Background & objective: Membrane-type 1 matrix metalloproteinase (MT1-MMP/MMP-14) is a newly discovered enzyme, which plays a key role in tumor metastasis. This study was to observe inhibitory effect of MT1-MMP antisense nucleotide on proliferation and invasive potential of human highly metastatic ovarian carcinoma cell line SW626.

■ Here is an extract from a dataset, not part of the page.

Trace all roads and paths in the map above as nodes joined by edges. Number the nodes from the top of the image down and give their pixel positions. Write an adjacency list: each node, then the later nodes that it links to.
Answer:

Methods: Reverse transcriptase-polymerase chain reaction (RT-PCR) was used to amplify MT1-MMP cDNA fragments with 2 different restriction sites at its 5c-end. RT-PCR products were cloned into plasmid pcDNA3.1 in antisense direction. The recombinant pMMP14as was transfected into SW626 cells. Changes of cell proliferation, MT1-MMP protein expression, activities of MMP-2 and MMP-9, and cell invasion ability were detected by MTT assay, Western blot, optimized gelatin zymography, and matrigel in vitro invasion assay, respectively.

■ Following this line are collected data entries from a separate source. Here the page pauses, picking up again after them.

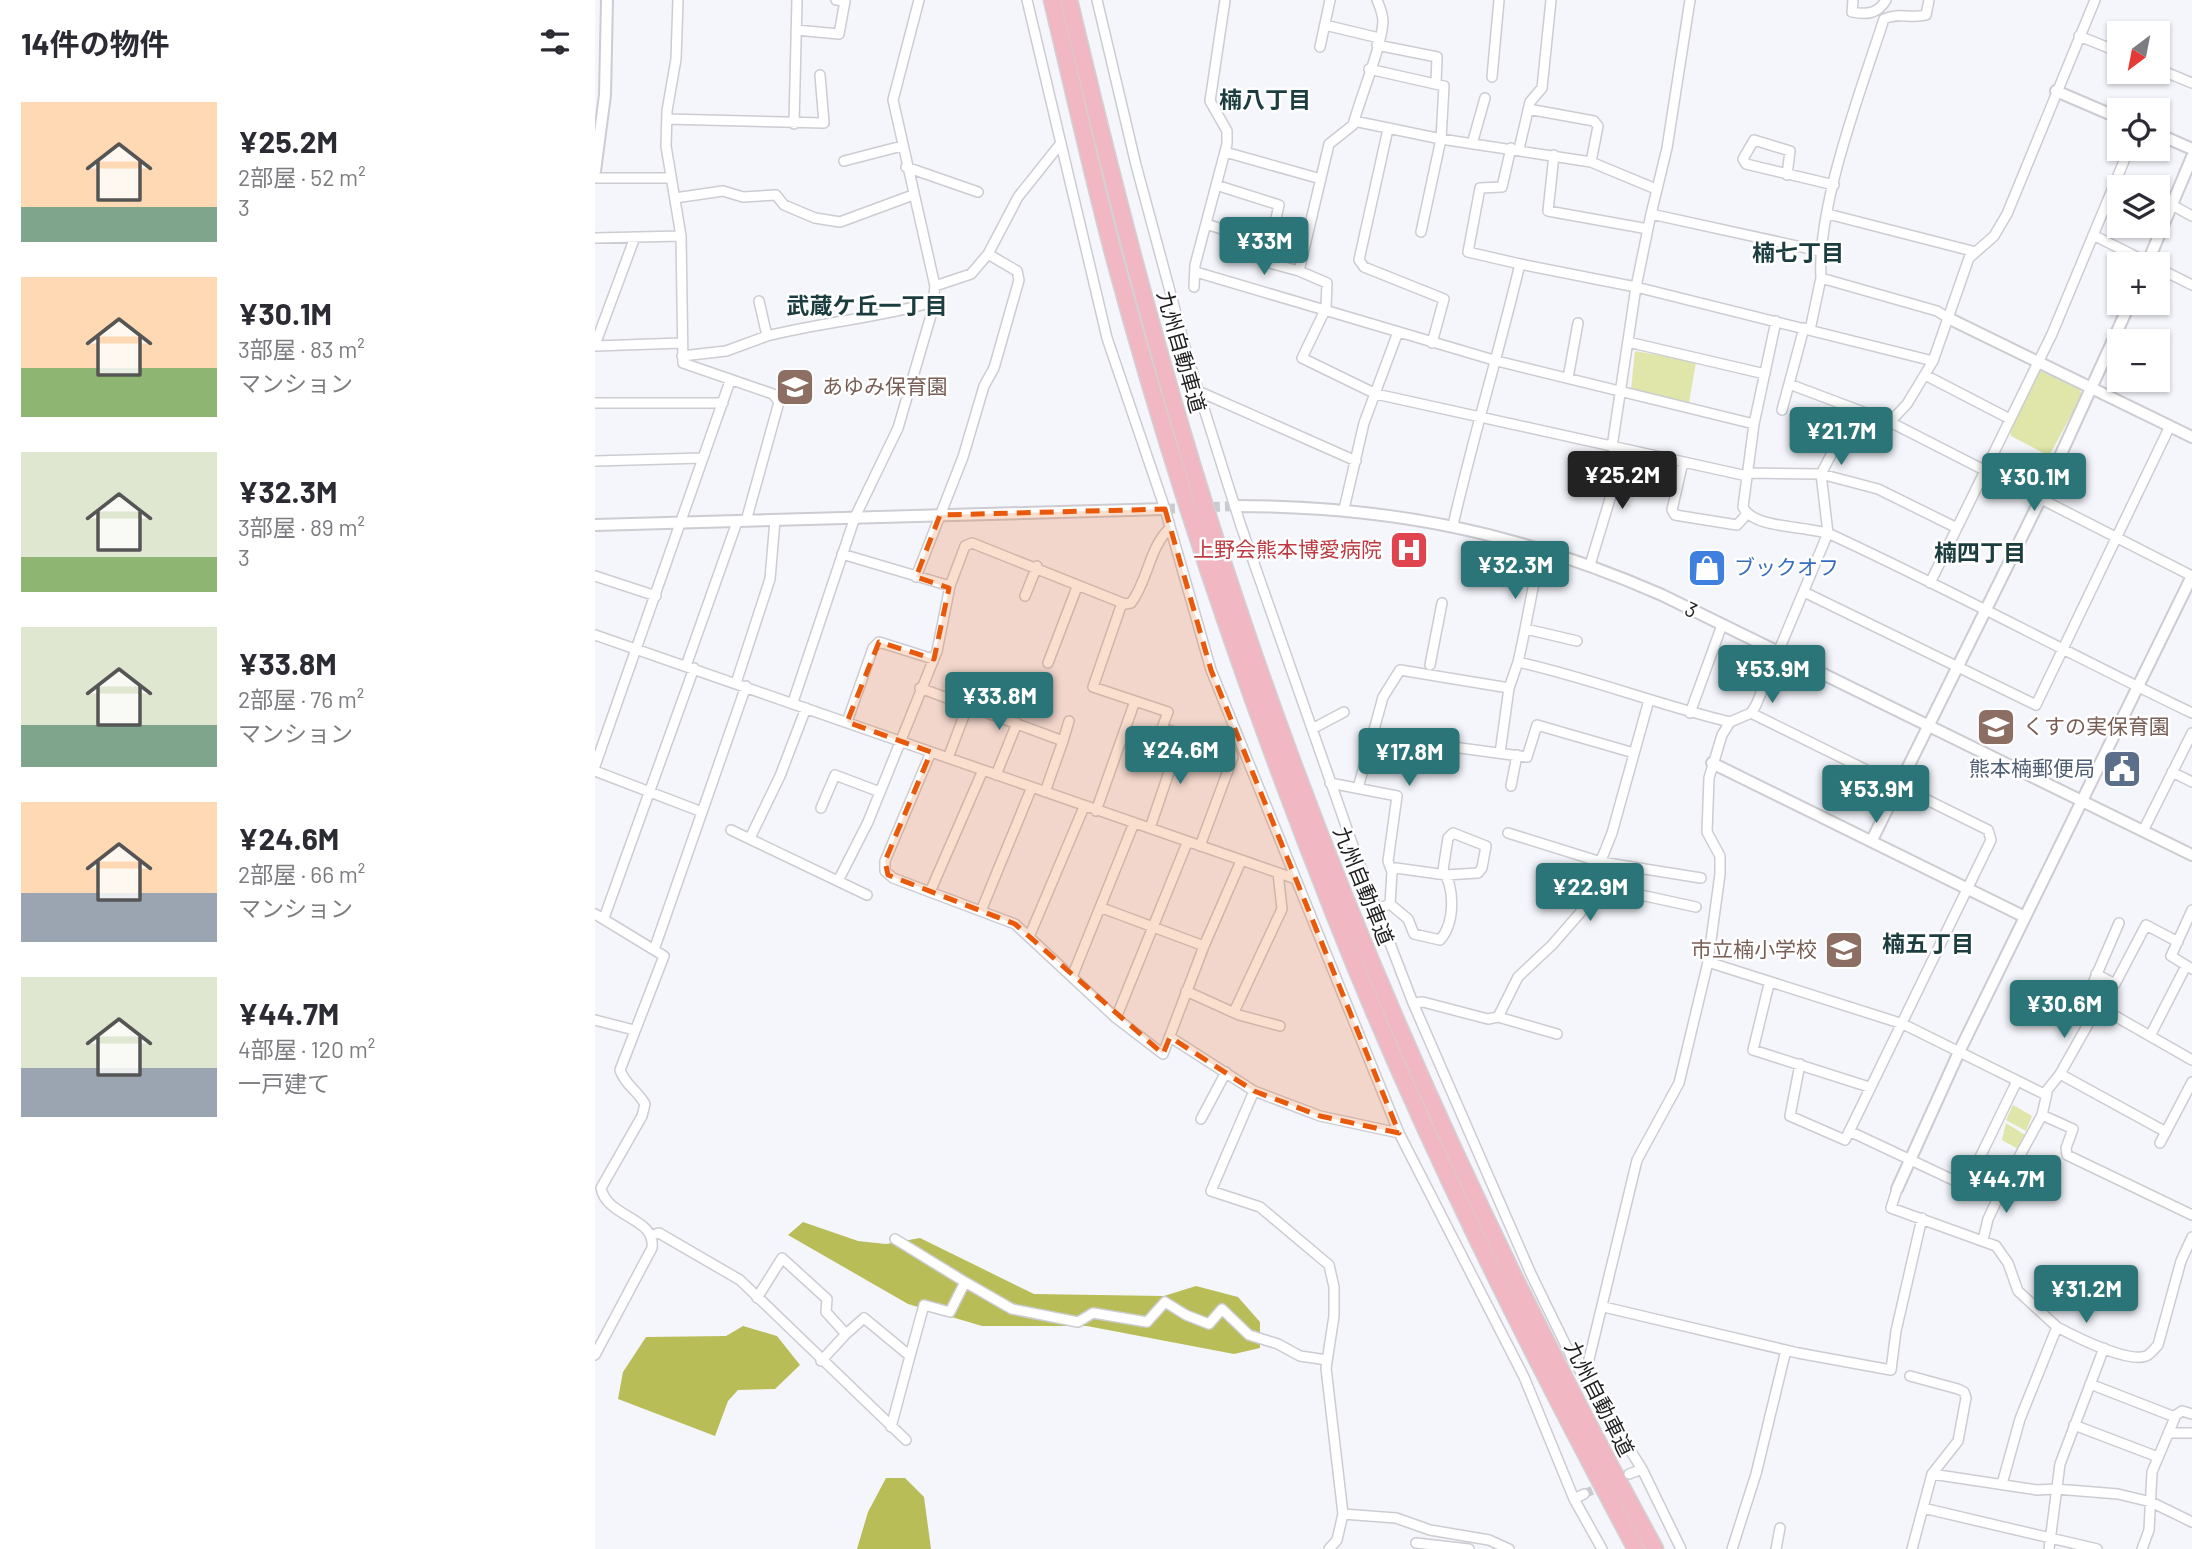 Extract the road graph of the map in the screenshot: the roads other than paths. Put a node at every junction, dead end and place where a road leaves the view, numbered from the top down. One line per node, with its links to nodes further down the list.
1 (607, 0): 54 (street)
2 (678, 0): 36 (street)
3 (797, 0): 21 (street)
4 (836, 0): 21 (street)
5 (919, 0): 44 (street)
6 (1027, 0): 42 (street)
7 (1052, 0): 355 (highway, 九州自動車道)
8 (1069, 0): 356 (highway, 九州自動車道)
9 (1097, 0): 116 (street)
10 (1225, 0): 47 (street)
11 (1330, 0): 20 (street)
12 (1377, 0): 23 (street)
13 (1499, 0): 29 (street)
14 (1551, 0): 34 (street)
15 (1690, 0): 61 (street)
16 (1853, 0): 17 (street)
17 (1886, 0)
18 (1929, 0): 60 (street)
19 (2095, 0): 22 (street)
20 (1325, 25): 23 (street); 24 (street)
21 (796, 30): 38 (street)
22 (2079, 36): 25 (street); 32 (street)
23 (1378, 42): 26 (street); 30 (street)
24 (1320, 47)
25 (2107, 47)
26 (1369, 69): 30 (street); 37 (street)
27 (2170, 74): 31 (street)
28 (820, 75): 38 (street)
29 (1492, 77)
30 (1436, 83): 40 (street)
31 (2192, 83)
32 (2056, 91): 35 (street); 78 (street)
33 (1485, 97): 43 (street)
34 (1528, 109): 45 (street); 52 (street)
35 (2107, 113)
36 (667, 119): 38 (street); 57 (street)
37 (1354, 121): 39 (street); 58 (street)
38 (794, 124)
39 (1388, 129): 40 (street); 103 (street)
40 (1441, 139): 43 (street); 71 (street)
41 (2170, 139): 46 (street)
42 (1061, 143): 81 (street); 138 (street)
43 (1472, 144): 45 (street)
44 (902, 146): 50 (street); 53 (street)
45 (1515, 149): 48 (street); 82 (street)
46 (2192, 149)
47 (1225, 152): 58 (street); 59 (street)
48 (1554, 155): 52 (street); 70 (street)
49 (2192, 157): 65 (street)
50 (843, 160)
51 (2124, 161): 72 (street)
52 (1591, 162): 61 (street)
53 (906, 167): 62 (street); 63 (street)
54 (595, 171)
55 (1787, 175): 55 (street); 60 (street)
56 (595, 178): 57 (street)
57 (670, 178): 64 (street)
58 (1321, 178): 83 (street)
59 (1216, 185): 69 (street); 76 (street)
60 (1834, 185): 67 (street)
61 (1656, 189): 66 (street)
62 (978, 192)
63 (913, 195): 64 (street); 88 (street)
64 (675, 198): 73 (street)
65 (2172, 205): 68 (street); 80 (street)
66 (1651, 214): 70 (street); 77 (street)
67 (1828, 214): 77 (street); 78 (street)
68 (2192, 216)
69 (1206, 224): 76 (street); 84 (street)
70 (1648, 229): 90 (street)
71 (1421, 232)
72 (2093, 235): 79 (street); 108 (street)
73 (681, 236): 74 (street); 102 (street)
74 (635, 237): 75 (street); 104 (street)
75 (595, 238)
76 (1269, 244): 83 (street)
77 (1820, 251): 86 (street)
78 (1976, 252): 95 (street)
79 (2126, 252)
80 (2156, 252)
81 (988, 254): 88 (street); 140 (street)
82 (1520, 264): 90 (street); 106 (street)
83 (1299, 271): 93 (street)
84 (1196, 272): 89 (street); 93 (street)
85 (2170, 274): 87 (street)
86 (1821, 278): 95 (street); 98 (street)
87 (2192, 285)
88 (935, 286): 92 (street)
89 (1194, 287)
90 (1636, 287): 96 (street); 101 (street)
91 (759, 301): 100 (street)
92 (933, 302): 100 (street); 142 (street)
93 (1325, 309): 99 (street); 117 (street)
94 (2125, 315): 114 (street)
95 (1948, 318): 107 (street); 108 (street)
96 (1776, 321): 98 (street); 109 (street)
97 (1577, 323): 111 (street)
98 (1807, 329): 107 (street); 113 (street)
99 (1398, 332): 103 (street); 117 (street)
100 (767, 336): 105 (street)
101 (1628, 342): 109 (street); 115 (street)
102 (681, 343): 104 (street); 105 (street)
103 (1432, 343): 106 (street)
104 (595, 346)
105 (682, 356): 112 (street)
106 (1497, 361): 111 (street); 121 (street)
107 (1933, 361): 110 (street)
108 (2038, 361): 114 (street); 122 (street)
109 (1765, 374): 124 (street)
110 (1925, 375): 122 (street); 123 (street)
111 (1568, 378): 115 (street)
112 (730, 381): 119 (street); 144 (street)
113 (1789, 384): 120 (street); 123 (street)
114 (2093, 388): 125 (street); 136 (street)
115 (1621, 390): 124 (street); 127 (street)
116 (1198, 391): 131 (street); 137 (street)
117 (1376, 394): 121 (street); 131 (street)
118 (595, 403): 119 (street)
119 (723, 403): 129 (street)
120 (1782, 410)
121 (1478, 416): 127 (street); 147 (street)
122 (2010, 419): 133 (street)
123 (1890, 422): 133 (street); 135 (street)
124 (1754, 424): 134 (street)
125 (2170, 426): 126 (street); 151 (street)
126 (2192, 437)
127 (1612, 447): 128 (street)
128 (1625, 449): 132 (street); 154 (street)
129 (703, 458): 130 (street); 145 (street)
130 (595, 461)
131 (1356, 461): 139 (street)
132 (1683, 462): 134 (street); 141 (street)
133 (1984, 472): 136 (street); 149 (street)
134 (1748, 474): 135 (street); 141 (street)
135 (1821, 474): 149 (street); 150 (street)
136 (2040, 500): 151 (street); 167 (street)
137 (1235, 506): 139 (street, 3); 200 (street)
138 (1165, 509): 140 (street); 148 (street)
139 (1344, 509): 147 (street, 3)
140 (940, 515): 142 (street); 158 (street)
141 (1746, 515): 150 (street)
142 (855, 517): 143 (street); 153 (street)
143 (775, 520): 144 (street); 181 (street)
144 (741, 522): 145 (street); 179 (street)
145 (680, 523): 146 (street); 163 (street)
146 (595, 525)
147 (1453, 525): 152 (street, 3)
148 (1170, 528): 165 (street); 248 (street)
149 (1957, 528): 159 (street)
150 (1828, 533): 159 (street); 162 (street)
151 (2116, 538): 157 (street); 173 (street)
152 (1542, 548): 154 (street, 3); 169 (street)
153 (842, 554): 158 (street); 188 (street)
154 (1590, 565): 168 (street, 3)
155 (1037, 566): 160 (street); 161 (street); 164 (street)
156 (595, 576): 163 (street)
157 (2192, 576): 183 (street)
158 (916, 578): 160 (street)
159 (1930, 583): 167 (street)
160 (950, 586): 175 (street)
161 (1077, 587): 165 (street); 177 (street)
162 (1804, 592): 174 (street); 180 (street)
163 (656, 596): 172 (street)
164 (1025, 596)
165 (1122, 603): 187 (street)
166 (1442, 603): 178 (street)
167 (1985, 611): 173 (street); 180 (street)
168 (1722, 625): 174 (street, 3); 192 (street)
169 (1526, 629): 171 (street); 176 (street)
170 (595, 635): 172 (street)
171 (1577, 641)
172 (637, 649): 179 (street); 214 (street)
173 (2062, 650): 180 (street); 183 (street)
174 (1779, 652): 193 (street); 199 (street, 3)
175 (933, 659): 184 (street); 196 (street)
176 (1518, 662): 185 (street); 186 (street)
177 (1048, 663)
178 (1430, 665)
179 (690, 667): 181 (street); 225 (street)
180 (1958, 667): 199 (street)
181 (736, 683): 182 (street)
182 (746, 686): 188 (street); 232 (street)
183 (2139, 687): 194 (street); 228 (street)
184 (920, 688): 189 (street); 204 (street)
185 (1509, 688): 203 (street); 209 (street)
186 (1649, 700): 192 (street); 210 (street)
187 (1135, 701): 202 (street); 231 (street)
188 (793, 702): 190 (street)
189 (968, 705): 198 (street); 212 (street)
190 (806, 708): 196 (street); 238 (street)
191 (1344, 712): 200 (street)
192 (1690, 713): 197 (street)
193 (1751, 713): 197 (street); 222 (street)
194 (2192, 713)
195 (1069, 721): 205 (street)
196 (847, 722): 204 (street)
197 (1730, 722): 213 (street)
198 (1017, 723): 205 (street); 218 (street)
199 (1929, 724): 222 (street); 228 (street, 3)
200 (1312, 729): 220 (street)
201 (2192, 733): 217 (street)
202 (1182, 734): 234 (street); 241 (street)
203 (1371, 739): 207 (street); 224 (street)
204 (900, 741): 208 (street); 226 (street)
205 (1063, 741): 227 (street)
206 (1453, 747): 209 (street)
207 (1410, 748)
208 (930, 752): 212 (street); 253 (street)
209 (1500, 753): 211 (street)
210 (1634, 753): 211 (street); 244 (street)
211 (1517, 755): 221 (street)
212 (948, 758): 215 (street)
213 (1712, 763): 239 (street); 269 (street)
214 (595, 766)
215 (983, 770): 218 (street); 253 (street)
216 (595, 771): 225 (street)
217 (2172, 772): 219 (street); 236 (street)
218 (996, 775): 223 (street)
219 (2192, 782)
220 (1330, 783): 224 (street); 258 (street)
221 (1511, 786)
222 (1898, 786): 239 (street); 252 (street)
223 (1032, 787): 227 (street); 260 (street)
224 (1358, 788): 245 (street)
225 (648, 791): 232 (street); 261 (street)
226 (880, 792): 230 (street); 250 (street)
227 (1045, 792): 229 (street)
228 (2082, 803): 236 (street, 3); 262 (street)
229 (1084, 807): 231 (street); 265 (street)
230 (821, 808)
231 (1097, 811): 233 (street)
232 (702, 812): 268 (street)
233 (1134, 823): 234 (street); 257 (street)
234 (1150, 828): 240 (street)
235 (731, 830): 238 (street)
236 (2143, 831): 242 (street, 3)
237 (1508, 833): 244 (street)
238 (750, 838): 250 (street)
239 (1872, 840): 252 (street)
240 (1187, 843): 241 (street); 264 (street)
241 (1200, 846): 243 (street)
242 (2192, 855)
243 (1241, 861): 246 (street); 267 (street)
244 (1601, 862): 249 (street); 251 (street)
245 (1392, 872): 247 (street); 255 (street)
246 (1278, 873): 248 (street); 277 (street)
247 (1446, 875): 247 (street); 255 (street)
248 (1293, 878): 301 (street)
249 (1700, 878)
250 (839, 879): 254 (street)
251 (1590, 884): 256 (street); 278 (street)
252 (1968, 889): 262 (street); 281 (street)
253 (930, 892): 260 (street)
254 (867, 895)
255 (1389, 904): 258 (street)
256 (1696, 906)
257 (1102, 908): 264 (street); 272 (street)
258 (1378, 909): 275 (street)
259 (2192, 910): 266 (street)
260 (981, 911): 265 (street)
261 (600, 916): 268 (street)
262 (2025, 917): 287 (street)
263 (2119, 923): 271 (street)
264 (1153, 926): 267 (street); 279 (street)
265 (1029, 937): 272 (street)
266 (2178, 942): 270 (street); 271 (street)
267 (1203, 946): 274 (street)
268 (655, 947): 283 (street)
269 (1708, 962): 273 (street); 315 (street)
270 (2189, 967): 285 (street)
271 (2096, 974): 276 (street)
272 (1072, 977): 279 (street)
273 (1769, 984): 281 (street); 289 (street)
274 (1186, 991): 277 (street); 286 (street)
275 (1413, 1003): 278 (street); 326 (street)
276 (2096, 1010): 285 (street); 291 (street)
277 (1234, 1012): 282 (street)
278 (1498, 1017): 284 (street)
279 (1116, 1018): 286 (street)
280 (595, 1020): 283 (street)
281 (1903, 1024): 287 (street); 294 (street)
282 (1280, 1026)
283 (634, 1030): 309 (street)
284 (1557, 1034)
285 (2150, 1036): 288 (street)
286 (1170, 1038): 290 (street)
287 (1959, 1052): 292 (street); 303 (street)
288 (2191, 1057)
289 (1800, 1064): 294 (street); 299 (street)
290 (1226, 1072): 295 (street); 298 (street)
291 (2060, 1074): 296 (street); 300 (street)
292 (2017, 1081): 296 (street); 303 (street)
293 (2192, 1082): 300 (street)
294 (1869, 1087): 299 (street)
295 (1254, 1091): 301 (street); 323 (street)
296 (2047, 1093): 297 (street)
297 (2042, 1115): 304 (street); 307 (street)
298 (1201, 1119)
299 (1849, 1131): 303 (street)
300 (2166, 1132): 302 (street)
301 (1399, 1133): 342 (street)
302 (2160, 1143)
303 (1908, 1160): 305 (street)
304 (2007, 1179): 306 (street); 312 (street)
305 (1897, 1189): 308 (street)
306 (2031, 1191)
307 (2192, 1215)
308 (1922, 1218): 312 (street); 320 (street)
309 (652, 1235): 314 (street); 318 (street)
310 (2192, 1237): 319 (street)
311 (895, 1239): 313 (street)
312 (1983, 1240): 316 (street)
313 (965, 1282): 322 (street); 323 (street)
314 (757, 1297): 317 (street); 324 (street)
315 (1604, 1307): 320 (street); 326 (street)
316 (2057, 1326): 319 (street); 339 (street)
317 (846, 1334): 322 (street); 324 (street)
318 (599, 1335): 321 (street)
319 (2104, 1348): 327 (street)
320 (1786, 1350): 358 (street)
321 (595, 1355)
322 (909, 1356): 331 (street)
323 (1327, 1360): 345 (street)
324 (821, 1361): 331 (street)
325 (1910, 1376): 338 (street)
326 (1584, 1380): 336 (street)
327 (2090, 1384): 329 (street); 330 (street)
328 (2192, 1414): 329 (street)
329 (2175, 1417): 332 (street)
330 (2074, 1425): 335 (street); 340 (street)
331 (891, 1427): 334 (street)
332 (2168, 1433): 333 (street); 335 (street)
333 (2192, 1433)
334 (906, 1440)
335 (2158, 1457): 343 (street)
336 (1641, 1469): 337 (street); 357 (street)
337 (1629, 1474)
338 (1932, 1474): 339 (street); 344 (street)
339 (2002, 1484): 340 (street)
340 (2056, 1489): 343 (street); 348 (street)
341 (1584, 1494): 342 (street)
342 (1574, 1499): 350 (street)
343 (2151, 1502): 346 (street); 361 (street)
344 (1923, 1508): 348 (street); 351 (street)
345 (1343, 1514): 352 (street); 354 (street)
346 (2192, 1522)
347 (1780, 1528): 359 (street)
348 (2049, 1544): 360 (street)
349 (1420, 1545): 353 (street)
350 (1600, 1548)
351 (1914, 1548)
352 (1329, 1549)
353 (1469, 1549)
354 (1509, 1549)
355 (1636, 1549)
356 (1655, 1549)
357 (1681, 1549)
358 (1732, 1549)
359 (1776, 1549)
360 (2097, 1549)
361 (2142, 1549)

Results: Antisense MT1-MMP eukaryotic expression vector pMMP14as was constructed successfully. After 48-h transfection with pMMP14as, proliferation of pMMP14as-transfected SW626 cells was significantly lower than that of control cells. Compared with control cells, the expression of endogenous MT1-MMP protein in pMMP14as-transfected cells was decreased with a inhibition rate of 65.8%. The activation of proMMP-2 was remarkably inhibited, and the mean invasive cell percentage was (63.3+/-5.8)% in pMMP14as-transfected cells, which was far less than (97.6+/-7.5)% in control cells (P< 0.05).
Conclusion: Both cell proliferation and invasive potential of SW626 cells were inhibited effectively by antisense MT1-MMP, suggesting that MT1-MMP may be a proper molecular target of anti-invasion therapy for human ovarian cancer.